Surtout que les péroreuses, voyant qu'elles ont sans doute poussé le bouchon un peu trop loin, orientent subtilement la conversation vers le deuxième sujet digne de leur attention : Le géniteur.
Et le débat reprend de plus belle sur l'inutilité avérée d'un tel énergumène en salle d'accouchement.

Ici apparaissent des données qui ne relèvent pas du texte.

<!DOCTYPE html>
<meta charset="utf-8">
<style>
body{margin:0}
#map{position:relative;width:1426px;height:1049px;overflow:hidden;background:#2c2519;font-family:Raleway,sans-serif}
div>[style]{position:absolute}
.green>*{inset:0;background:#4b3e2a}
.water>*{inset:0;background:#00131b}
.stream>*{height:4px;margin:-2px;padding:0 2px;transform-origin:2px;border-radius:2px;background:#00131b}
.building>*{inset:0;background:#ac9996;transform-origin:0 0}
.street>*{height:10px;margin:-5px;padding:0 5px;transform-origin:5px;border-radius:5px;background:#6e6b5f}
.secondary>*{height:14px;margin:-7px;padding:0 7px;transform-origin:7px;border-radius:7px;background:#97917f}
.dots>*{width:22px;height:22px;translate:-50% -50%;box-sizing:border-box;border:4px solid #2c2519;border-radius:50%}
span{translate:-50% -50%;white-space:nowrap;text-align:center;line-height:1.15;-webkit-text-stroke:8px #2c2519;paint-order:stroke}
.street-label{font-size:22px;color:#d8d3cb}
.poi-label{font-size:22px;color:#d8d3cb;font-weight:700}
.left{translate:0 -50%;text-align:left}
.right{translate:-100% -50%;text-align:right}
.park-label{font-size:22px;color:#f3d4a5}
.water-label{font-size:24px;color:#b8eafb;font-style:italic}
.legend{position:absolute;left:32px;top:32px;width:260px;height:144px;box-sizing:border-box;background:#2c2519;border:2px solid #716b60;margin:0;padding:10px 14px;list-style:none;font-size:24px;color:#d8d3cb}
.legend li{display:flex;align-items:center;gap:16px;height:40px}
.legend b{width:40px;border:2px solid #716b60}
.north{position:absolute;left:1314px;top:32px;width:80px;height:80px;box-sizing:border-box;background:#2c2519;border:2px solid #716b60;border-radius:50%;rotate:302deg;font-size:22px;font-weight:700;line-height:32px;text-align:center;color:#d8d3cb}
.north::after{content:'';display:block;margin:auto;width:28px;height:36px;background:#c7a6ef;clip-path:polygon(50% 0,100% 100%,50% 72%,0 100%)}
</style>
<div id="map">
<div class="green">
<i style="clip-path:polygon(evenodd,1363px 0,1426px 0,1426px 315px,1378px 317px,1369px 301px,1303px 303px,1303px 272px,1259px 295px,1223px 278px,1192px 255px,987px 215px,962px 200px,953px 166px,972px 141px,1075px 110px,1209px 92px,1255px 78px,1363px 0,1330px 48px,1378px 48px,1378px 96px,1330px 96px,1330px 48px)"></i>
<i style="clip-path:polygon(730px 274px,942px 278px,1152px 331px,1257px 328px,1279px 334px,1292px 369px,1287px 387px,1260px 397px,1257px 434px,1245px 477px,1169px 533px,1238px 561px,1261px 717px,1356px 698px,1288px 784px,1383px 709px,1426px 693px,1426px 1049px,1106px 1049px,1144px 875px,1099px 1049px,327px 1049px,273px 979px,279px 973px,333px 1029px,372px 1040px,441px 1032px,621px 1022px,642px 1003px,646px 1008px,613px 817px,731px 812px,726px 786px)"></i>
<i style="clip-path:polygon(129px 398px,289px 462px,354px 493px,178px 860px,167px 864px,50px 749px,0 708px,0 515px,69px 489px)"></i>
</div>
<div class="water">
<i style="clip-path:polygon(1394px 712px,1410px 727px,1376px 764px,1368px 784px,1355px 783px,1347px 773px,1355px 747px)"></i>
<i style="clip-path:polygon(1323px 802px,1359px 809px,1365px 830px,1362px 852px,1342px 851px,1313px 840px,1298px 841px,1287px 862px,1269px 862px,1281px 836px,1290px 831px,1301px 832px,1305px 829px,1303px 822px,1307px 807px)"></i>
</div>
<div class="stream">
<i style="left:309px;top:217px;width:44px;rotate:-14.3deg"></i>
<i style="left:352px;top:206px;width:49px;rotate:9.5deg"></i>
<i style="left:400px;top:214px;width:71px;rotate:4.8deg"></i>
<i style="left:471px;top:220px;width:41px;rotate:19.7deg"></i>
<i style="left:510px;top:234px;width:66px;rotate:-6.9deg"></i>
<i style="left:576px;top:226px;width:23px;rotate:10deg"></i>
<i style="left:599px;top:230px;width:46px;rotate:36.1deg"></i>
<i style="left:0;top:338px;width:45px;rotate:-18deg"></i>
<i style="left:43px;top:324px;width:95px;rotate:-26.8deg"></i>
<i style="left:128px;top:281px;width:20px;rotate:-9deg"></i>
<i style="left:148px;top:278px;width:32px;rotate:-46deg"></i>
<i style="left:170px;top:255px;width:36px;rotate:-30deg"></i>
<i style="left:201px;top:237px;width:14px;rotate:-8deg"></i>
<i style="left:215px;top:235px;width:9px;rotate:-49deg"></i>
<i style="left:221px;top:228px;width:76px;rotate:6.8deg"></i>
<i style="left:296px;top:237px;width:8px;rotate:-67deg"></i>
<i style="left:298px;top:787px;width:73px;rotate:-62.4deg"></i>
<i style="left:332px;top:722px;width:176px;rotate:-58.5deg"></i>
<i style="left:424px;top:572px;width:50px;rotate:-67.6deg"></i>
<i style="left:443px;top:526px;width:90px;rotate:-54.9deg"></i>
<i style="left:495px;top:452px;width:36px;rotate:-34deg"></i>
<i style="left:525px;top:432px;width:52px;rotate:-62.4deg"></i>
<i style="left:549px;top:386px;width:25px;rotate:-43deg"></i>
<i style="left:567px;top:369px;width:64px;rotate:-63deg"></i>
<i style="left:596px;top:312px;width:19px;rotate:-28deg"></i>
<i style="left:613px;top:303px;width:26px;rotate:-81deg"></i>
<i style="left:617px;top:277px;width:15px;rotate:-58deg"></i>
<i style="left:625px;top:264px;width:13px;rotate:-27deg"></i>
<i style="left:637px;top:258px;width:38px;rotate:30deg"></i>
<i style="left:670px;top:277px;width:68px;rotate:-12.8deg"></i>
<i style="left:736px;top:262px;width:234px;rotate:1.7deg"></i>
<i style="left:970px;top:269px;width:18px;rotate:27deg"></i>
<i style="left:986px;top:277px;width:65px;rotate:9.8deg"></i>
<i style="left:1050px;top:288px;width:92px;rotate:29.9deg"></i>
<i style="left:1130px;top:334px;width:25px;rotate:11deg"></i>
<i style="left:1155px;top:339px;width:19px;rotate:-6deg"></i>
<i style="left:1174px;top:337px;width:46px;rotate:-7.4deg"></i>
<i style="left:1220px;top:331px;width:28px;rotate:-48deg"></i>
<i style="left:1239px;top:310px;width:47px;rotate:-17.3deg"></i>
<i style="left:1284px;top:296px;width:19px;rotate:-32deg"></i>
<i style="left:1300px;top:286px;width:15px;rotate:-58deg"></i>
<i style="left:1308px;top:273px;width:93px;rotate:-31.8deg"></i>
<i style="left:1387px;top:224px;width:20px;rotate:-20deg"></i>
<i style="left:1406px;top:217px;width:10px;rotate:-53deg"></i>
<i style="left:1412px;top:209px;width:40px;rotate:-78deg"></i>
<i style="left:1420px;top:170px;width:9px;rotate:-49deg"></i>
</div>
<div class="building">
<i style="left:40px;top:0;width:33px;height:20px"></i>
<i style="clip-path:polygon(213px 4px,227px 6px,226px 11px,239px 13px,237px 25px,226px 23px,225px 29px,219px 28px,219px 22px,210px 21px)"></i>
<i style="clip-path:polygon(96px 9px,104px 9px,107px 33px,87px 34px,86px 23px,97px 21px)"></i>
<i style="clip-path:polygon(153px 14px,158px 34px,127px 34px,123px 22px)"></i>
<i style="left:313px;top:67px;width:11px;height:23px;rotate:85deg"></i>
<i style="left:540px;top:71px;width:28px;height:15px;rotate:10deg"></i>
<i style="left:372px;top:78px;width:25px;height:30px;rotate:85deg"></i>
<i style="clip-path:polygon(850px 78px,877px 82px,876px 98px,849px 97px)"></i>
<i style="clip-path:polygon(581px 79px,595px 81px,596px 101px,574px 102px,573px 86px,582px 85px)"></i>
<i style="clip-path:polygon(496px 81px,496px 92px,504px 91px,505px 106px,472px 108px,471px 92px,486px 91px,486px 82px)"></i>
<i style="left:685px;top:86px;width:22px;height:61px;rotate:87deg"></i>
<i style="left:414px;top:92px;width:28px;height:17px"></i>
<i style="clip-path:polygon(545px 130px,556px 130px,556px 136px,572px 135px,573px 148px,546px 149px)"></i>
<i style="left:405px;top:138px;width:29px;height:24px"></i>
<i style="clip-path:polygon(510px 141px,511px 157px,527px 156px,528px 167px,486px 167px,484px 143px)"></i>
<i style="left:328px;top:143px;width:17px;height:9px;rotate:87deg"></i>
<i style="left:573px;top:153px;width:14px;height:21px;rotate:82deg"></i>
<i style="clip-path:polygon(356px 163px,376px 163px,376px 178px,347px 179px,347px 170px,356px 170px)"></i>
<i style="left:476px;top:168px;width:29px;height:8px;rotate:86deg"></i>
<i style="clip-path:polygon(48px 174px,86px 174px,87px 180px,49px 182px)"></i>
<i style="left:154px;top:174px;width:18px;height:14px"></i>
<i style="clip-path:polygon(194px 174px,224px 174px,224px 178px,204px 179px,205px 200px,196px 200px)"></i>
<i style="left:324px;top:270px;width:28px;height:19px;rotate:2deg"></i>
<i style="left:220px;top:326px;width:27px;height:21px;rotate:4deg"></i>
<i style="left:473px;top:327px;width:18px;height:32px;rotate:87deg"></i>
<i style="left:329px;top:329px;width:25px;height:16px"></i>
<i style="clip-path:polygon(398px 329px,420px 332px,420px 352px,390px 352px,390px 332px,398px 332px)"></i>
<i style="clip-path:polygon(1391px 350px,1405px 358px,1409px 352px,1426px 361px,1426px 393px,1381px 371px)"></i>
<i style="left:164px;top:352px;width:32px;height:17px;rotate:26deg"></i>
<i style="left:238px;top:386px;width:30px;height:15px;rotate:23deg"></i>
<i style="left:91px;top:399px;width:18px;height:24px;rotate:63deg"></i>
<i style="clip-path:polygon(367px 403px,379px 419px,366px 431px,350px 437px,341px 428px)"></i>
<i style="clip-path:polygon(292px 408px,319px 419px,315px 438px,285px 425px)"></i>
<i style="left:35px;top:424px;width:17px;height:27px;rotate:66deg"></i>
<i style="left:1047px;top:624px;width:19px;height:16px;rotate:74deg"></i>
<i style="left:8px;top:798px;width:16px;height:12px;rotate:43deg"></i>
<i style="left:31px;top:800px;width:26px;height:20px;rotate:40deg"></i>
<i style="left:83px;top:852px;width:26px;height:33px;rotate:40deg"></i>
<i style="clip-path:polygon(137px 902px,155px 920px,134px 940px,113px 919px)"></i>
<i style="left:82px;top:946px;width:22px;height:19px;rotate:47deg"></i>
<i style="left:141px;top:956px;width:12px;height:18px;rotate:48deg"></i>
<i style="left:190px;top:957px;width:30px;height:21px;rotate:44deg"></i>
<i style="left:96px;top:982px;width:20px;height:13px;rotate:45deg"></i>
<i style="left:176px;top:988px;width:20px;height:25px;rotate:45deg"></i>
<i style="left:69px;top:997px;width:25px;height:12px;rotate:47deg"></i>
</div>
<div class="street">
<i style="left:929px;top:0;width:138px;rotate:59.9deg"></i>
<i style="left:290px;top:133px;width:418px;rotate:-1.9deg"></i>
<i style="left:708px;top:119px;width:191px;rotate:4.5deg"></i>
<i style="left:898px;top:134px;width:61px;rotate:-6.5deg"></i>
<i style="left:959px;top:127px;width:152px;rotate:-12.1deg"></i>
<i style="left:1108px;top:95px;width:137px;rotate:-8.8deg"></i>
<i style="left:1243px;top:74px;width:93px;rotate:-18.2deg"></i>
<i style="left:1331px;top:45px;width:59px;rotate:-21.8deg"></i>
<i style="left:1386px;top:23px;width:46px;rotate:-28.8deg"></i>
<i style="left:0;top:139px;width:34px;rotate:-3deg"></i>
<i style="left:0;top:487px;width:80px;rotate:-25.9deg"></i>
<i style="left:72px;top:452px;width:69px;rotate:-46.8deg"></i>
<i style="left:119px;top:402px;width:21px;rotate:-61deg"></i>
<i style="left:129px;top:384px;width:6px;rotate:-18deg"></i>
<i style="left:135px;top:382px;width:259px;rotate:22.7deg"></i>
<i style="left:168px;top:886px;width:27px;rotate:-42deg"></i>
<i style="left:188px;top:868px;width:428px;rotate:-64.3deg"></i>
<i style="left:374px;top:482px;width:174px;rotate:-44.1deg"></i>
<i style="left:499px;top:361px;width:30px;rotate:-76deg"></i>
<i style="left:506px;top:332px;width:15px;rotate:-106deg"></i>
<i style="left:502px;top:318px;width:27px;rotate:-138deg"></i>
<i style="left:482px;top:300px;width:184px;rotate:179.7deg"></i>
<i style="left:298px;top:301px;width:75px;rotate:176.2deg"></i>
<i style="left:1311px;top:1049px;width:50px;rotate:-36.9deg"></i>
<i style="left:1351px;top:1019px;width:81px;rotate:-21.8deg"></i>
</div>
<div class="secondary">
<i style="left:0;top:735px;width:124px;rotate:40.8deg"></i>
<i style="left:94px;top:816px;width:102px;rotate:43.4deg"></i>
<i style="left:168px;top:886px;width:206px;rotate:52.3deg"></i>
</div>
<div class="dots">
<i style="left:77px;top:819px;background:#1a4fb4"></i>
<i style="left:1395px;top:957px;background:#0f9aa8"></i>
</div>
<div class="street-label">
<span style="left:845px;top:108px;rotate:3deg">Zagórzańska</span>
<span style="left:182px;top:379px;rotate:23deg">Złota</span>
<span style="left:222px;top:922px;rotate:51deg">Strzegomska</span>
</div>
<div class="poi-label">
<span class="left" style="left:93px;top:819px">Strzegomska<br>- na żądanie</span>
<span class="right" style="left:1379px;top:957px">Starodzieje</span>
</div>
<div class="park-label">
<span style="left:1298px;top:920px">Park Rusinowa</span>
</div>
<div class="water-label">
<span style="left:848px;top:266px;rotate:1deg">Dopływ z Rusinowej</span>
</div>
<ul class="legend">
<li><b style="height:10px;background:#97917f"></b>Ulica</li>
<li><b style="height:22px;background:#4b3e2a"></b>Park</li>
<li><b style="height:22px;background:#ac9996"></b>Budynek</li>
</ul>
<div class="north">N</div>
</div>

Entre ceux qui tombent dans les pommes à la première contraction, ceux qui répètent stupidement : « Fais le petit chien » alors qu'ils ne savent pas de quoi ils parlent vu qu'ils n'ont pas assisté aux séances de préparation à l'accouchement ; et ceux qui préfèrent se ronger les ongles dans le couloir parce que « Non, vraiment, chérie, c'est au dessus de mes forces, j'ai peur que l'image de la femme ultra-sexy que tu es à mes yeux n'en soit ternie à jamais. », les langues se délient sous un déluge d'applaudissements.
Dans quelques semaines, notre mignonne primipare rejoindra triomphalement le clan des vétéranes et, sous l'œil terrorisé de la nouvelle novice, n'épargnera aucun détail sur cet évènement qui a fait d'elle « une femme qui sait... ».
Sauf que nous, on n'est pas dupes : On a toutes demandé la péridurale qu'un gentil anesthésiste nous a posé dès que la douleur a atteint le niveau 1 sur 10, on a accouché avec le sourire et on a eu droit à une jolie petite chambre individuelle.
Et pour celles qui ont véritablement éprouvé les douleurs de l'enfantement, elles ne font pas partie de notre clan, on a trop peur de ce qu'elles pourraient nous raconter !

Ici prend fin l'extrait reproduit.